En Octobre 1996, la FDSEA se sépare de
son Directeur pour faute lourde (détournement avéré de près de
200 000 F et mauvaise gestion).
La FDSEA du Finistère se retrouve sans
Directeur, en situation de dépôt de Bilan.
1997 : La priorité est à la remise à flot financière avec l'équipe
administrative.
Il faudra une année complète pour remettre la
FDSEA sur les "rails" :
-
Effacement ou étalement des
dettes.
-
Emprunt sur 10 ans.
-
Réforme du barème des cotisations
syndicales.
-
Réorganisation administrative et
développement des prestations de service payantes.
-
Mise en œuvre d'une véritable stratégie
d'opposition professionnelle vis-à-vis de la Chambre d'Agriculture et de
l'UDSEA – Confédération Paysanne.
1998 : Gilbert MILIN souhaite passer la main
Un nouvelle équipe voit le jour autour
de Jacques Jaouen , devenu Président. Le Conseil d'Administration est
renouvelé (arrivée d'une grande partie de l'équipe CDJA des années 90 - 94). Le
Secrétaire général est Thierry Merret et le Trésorier est Michel Adam.
-
Réorientation syndicale, à travers un
rapport d'orientation "L'agriculture en danger ? Propositions pour un
pacte moral" qui fonde les bases de l'action syndicale des années
suivantes.
-
Création d'un poste d'animateur syndical,
chargé de la communication interne et externe.
-
La presse quotidienne tronquant les messages
de la FDSEA du Finistère, décision de l'envoi d'une lettre mensuelle
(recto-verso) à tous nos adhérents.
1999 : les 1ers Etats Généraux des Agriculteurs du Finistère
Toujours minoritaire à la Chambre d'Agriculture,
et non soutenue par la presse départementale, la FDSEA, à la demande de son
Conseil fédéral, rallie le soutien de toutes les organisations économiques et
organise les 1ers Etats Généraux des Agriculteurs du Finistère, le 24
novembre 1999. Alors que les secteurs volailles, légumes et porcs
traversent une conjoncture difficile, plus de 5 000 paysans se rassemblent
dans le calme pour dire leur fierté d'être paysans et faire part de leurs
doléances :
-
La reconnaissance du rôle économique et
social des paysans du Finistère et de leur identité.
-
Le droit à la liberté d'entreprendre, une
agriculture moins administrée.
-
Le droit à un revenu provenant de la
rémunération des produits agricoles.
-
La mise en place de règles d'équité
internationales, marchandes, qualitatives, environnementales et
sociales.
2000 : Suite aux Etats Généraux
-
La FDSEA élabore un vaste projet de
communication régionale, afin de promouvoir les paysans et leur métier.

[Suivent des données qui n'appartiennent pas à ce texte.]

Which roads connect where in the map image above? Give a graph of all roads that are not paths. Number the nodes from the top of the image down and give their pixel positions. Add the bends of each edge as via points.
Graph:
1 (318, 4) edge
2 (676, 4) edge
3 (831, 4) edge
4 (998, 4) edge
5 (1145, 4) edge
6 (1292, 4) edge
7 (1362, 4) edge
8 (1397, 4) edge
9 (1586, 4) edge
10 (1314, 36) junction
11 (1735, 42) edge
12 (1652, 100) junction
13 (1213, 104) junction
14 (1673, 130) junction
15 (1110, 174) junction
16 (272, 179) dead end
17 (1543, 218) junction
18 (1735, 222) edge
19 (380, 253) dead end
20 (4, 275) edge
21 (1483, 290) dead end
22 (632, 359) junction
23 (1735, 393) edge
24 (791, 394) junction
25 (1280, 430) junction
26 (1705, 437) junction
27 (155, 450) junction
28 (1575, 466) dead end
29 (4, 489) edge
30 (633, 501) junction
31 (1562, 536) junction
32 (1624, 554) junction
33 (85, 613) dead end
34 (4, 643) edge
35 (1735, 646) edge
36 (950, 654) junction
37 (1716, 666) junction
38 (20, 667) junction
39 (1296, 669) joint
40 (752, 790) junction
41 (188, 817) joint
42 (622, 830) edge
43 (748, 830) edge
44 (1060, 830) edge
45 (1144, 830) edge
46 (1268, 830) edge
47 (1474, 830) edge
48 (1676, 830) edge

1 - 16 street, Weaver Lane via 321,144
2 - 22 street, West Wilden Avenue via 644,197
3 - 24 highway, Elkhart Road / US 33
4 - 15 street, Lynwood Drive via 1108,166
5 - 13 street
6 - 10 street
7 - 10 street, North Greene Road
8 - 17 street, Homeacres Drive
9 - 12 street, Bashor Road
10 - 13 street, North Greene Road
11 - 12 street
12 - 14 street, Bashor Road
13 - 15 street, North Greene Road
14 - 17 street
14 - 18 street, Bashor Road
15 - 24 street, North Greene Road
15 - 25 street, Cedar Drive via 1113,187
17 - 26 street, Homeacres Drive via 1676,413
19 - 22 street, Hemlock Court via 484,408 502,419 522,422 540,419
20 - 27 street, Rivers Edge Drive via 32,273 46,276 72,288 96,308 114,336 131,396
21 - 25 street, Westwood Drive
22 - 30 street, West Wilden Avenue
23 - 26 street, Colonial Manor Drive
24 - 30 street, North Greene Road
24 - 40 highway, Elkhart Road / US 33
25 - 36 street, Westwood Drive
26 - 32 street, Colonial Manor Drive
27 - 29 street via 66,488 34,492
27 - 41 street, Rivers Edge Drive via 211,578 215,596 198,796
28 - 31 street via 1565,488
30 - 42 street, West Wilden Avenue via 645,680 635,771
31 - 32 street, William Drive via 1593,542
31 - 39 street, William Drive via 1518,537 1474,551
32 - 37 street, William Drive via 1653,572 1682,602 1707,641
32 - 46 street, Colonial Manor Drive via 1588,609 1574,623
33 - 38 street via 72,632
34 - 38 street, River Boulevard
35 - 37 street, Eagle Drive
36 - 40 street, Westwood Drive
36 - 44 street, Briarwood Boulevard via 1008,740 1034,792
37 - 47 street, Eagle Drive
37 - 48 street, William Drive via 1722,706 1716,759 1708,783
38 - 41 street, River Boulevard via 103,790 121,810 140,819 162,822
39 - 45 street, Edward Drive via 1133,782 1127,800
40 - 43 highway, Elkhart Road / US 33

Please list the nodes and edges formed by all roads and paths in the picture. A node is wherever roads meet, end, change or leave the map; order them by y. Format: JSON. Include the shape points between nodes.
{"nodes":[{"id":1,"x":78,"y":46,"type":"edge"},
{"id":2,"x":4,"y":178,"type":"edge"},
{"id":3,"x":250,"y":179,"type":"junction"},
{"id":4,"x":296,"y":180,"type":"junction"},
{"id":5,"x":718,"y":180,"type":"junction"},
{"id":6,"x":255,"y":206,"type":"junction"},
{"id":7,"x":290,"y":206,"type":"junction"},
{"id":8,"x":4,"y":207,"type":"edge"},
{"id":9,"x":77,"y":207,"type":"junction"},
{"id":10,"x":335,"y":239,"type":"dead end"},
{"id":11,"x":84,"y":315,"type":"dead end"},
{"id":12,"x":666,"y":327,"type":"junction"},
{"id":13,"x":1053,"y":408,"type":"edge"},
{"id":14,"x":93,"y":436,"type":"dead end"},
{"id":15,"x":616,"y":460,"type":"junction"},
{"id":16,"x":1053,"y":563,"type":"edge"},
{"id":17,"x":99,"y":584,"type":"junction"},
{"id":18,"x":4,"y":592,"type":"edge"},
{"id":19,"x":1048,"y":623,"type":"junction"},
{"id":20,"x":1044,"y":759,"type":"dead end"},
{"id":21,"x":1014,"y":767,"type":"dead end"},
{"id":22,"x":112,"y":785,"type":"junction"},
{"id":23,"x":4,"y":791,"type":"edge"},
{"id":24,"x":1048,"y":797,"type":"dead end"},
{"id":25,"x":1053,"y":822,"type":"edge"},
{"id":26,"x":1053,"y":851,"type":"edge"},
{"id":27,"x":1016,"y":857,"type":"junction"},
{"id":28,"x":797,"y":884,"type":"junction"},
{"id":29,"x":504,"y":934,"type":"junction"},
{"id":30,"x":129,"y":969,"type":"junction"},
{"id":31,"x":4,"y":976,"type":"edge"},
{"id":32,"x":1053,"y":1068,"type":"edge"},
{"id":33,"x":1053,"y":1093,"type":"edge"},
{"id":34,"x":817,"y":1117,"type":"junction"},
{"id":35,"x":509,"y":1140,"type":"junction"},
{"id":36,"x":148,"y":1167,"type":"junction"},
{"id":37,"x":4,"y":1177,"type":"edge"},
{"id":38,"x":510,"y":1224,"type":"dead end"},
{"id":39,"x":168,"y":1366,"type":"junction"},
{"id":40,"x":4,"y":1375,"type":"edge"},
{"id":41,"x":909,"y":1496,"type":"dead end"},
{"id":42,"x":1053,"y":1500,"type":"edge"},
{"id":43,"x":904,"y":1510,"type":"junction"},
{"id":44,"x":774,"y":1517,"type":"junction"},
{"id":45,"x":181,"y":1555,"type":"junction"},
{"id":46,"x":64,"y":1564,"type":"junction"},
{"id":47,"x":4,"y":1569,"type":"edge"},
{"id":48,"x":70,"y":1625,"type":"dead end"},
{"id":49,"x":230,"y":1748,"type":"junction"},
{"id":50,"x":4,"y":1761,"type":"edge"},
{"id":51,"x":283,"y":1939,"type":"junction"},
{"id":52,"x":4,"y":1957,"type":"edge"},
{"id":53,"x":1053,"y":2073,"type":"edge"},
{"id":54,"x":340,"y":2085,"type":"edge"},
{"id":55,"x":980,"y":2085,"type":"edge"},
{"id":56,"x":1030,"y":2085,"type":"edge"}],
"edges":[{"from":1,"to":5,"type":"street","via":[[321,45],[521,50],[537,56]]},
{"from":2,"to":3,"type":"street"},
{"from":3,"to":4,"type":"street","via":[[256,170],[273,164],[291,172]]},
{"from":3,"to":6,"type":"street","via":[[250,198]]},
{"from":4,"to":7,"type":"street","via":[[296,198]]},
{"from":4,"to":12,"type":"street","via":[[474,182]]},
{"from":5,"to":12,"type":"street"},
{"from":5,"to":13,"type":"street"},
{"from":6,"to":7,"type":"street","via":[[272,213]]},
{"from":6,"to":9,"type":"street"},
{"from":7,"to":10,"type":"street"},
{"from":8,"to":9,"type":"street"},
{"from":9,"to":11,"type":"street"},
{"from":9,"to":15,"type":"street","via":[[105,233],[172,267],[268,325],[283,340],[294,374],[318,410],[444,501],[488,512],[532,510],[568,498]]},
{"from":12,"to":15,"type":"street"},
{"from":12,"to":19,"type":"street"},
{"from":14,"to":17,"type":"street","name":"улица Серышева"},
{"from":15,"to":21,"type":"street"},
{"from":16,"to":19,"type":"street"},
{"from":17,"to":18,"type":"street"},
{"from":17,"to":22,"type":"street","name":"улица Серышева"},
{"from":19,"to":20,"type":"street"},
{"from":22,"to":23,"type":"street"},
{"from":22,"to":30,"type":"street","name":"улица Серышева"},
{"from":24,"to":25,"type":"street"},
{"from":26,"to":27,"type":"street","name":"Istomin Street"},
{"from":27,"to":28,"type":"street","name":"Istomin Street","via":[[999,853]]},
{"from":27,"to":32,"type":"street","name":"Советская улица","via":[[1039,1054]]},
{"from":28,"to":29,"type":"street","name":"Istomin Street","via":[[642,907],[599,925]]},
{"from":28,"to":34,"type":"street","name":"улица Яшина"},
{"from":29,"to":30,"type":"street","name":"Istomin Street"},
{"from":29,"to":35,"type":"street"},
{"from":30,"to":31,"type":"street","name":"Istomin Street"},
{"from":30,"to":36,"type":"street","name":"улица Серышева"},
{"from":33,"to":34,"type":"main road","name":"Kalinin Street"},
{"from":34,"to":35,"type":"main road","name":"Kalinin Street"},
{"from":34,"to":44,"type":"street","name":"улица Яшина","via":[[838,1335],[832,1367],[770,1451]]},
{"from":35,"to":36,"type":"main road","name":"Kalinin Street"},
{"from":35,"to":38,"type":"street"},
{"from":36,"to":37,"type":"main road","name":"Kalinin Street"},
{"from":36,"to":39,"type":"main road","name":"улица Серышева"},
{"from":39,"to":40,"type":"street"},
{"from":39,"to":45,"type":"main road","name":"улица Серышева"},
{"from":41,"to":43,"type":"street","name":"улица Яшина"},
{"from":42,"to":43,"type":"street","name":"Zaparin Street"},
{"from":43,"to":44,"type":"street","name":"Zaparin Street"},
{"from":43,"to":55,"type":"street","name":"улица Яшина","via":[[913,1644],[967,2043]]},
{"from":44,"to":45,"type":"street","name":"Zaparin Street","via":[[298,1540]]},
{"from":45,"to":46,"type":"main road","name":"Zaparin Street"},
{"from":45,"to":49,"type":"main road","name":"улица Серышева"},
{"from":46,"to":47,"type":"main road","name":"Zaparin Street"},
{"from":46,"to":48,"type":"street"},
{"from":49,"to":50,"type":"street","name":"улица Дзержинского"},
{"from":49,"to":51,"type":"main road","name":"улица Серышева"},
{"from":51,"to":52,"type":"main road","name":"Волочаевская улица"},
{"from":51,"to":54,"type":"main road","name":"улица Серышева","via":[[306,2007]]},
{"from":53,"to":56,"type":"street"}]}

L'ensemble des organisations économiques approuve le projet, mais ne fait pas
le pas de le financer.
-
La FDSEA embauche un animateur dont la
mission est de redynamiser le réseau des syndicats locaux et
cantonaux.
-
La FDSEA passera de 2 000 adhérents en 1999
à 3 400 en 2003.
2001 : Victoire de la liste menée par la FDSEA et le CDJA aux élections
Chambre d'agriculture
Grâce à un travail de terrain de 3 ans, à une
défense efficace des paysans, à une campagne électorale de proximité (80
réunions locales en 3 semaines) et à la constitution d'une liste
représentative, la liste "Finistère d'Avenir" menée par la FDSEA et le
CDJA remportent haut la main les élections Chambre d'Agriculture du 31
janvier 2001 : 6 085 voix, soit 63,29 % des suffrages ,
avec un taux de participation de 71,25 %.
Jacques Jaouen devient Président de la
Chambre d'agriculture et Michel Adam, Président de la FDSEA
.
La perte en 1995 de la Chambre d'agriculture,
interlocuteur privilégié des Pouvoirs publics, a eu des conséquences fâcheuses
pour l'agriculture et l'agro-alimentaire finistérienne et bretonne : notamment,
l'application de la circulaire Voynet – Le Pensec et la fragilisation politique
de la Bretagne agricole.
2001 - 2005 : La FDSEA s'affirme comme force de proposition et de
revendication
-
La FDSEA s'affirme comme force de
proposition et de revendication , à côté d'une Chambre d'Agriculture
qui joue pleinement son rôle consulaire de vulgarisation et de représentation
du monde agricole.
-
La FDSEA renforce son action
syndicale , sur le plan local, départemental et
régional.
-
En 2003, la FDSEA investi dans la
communication de réseaux agricole et non agricole par une prise
de participation majoritaire au sein de la SOPROMAB (Forum " Agriculture et
Société " à Brest).
-
En 2005, la FDSEA décide de
renforcer son réseau syndical en créant une Commission " Vie de
réseau ".
2005 : Michel Adam passe le relais à Thierry Merret
Thierry Merret devient Président de la
FDSEA et Michel Adam, qui avait souhaité passer la main, en devient
1er vice-Président. Le Secrétaire général est Ronan Le Meur et le
Trésorier est Gilles Tanguy.
La FDSEA réforme alors son barème de cotisation
syndicale en le basant sur le statut juridique de l'exploitation. Afin
d'améliorer la notoriété et l'image de marque de l'adhésion syndicale,
la FDSEA met en place la carte " Moisson ", crée un
site internet et un site extranet pour ses adhérents, et renforce la
qualité de ses services à l'adhérent .
Enfin, la FDSEA complète ses compétences en
matière de droit communautaire et de droit des contrats qui
doivent permettre d'affiner nos réflexions et nos orientations.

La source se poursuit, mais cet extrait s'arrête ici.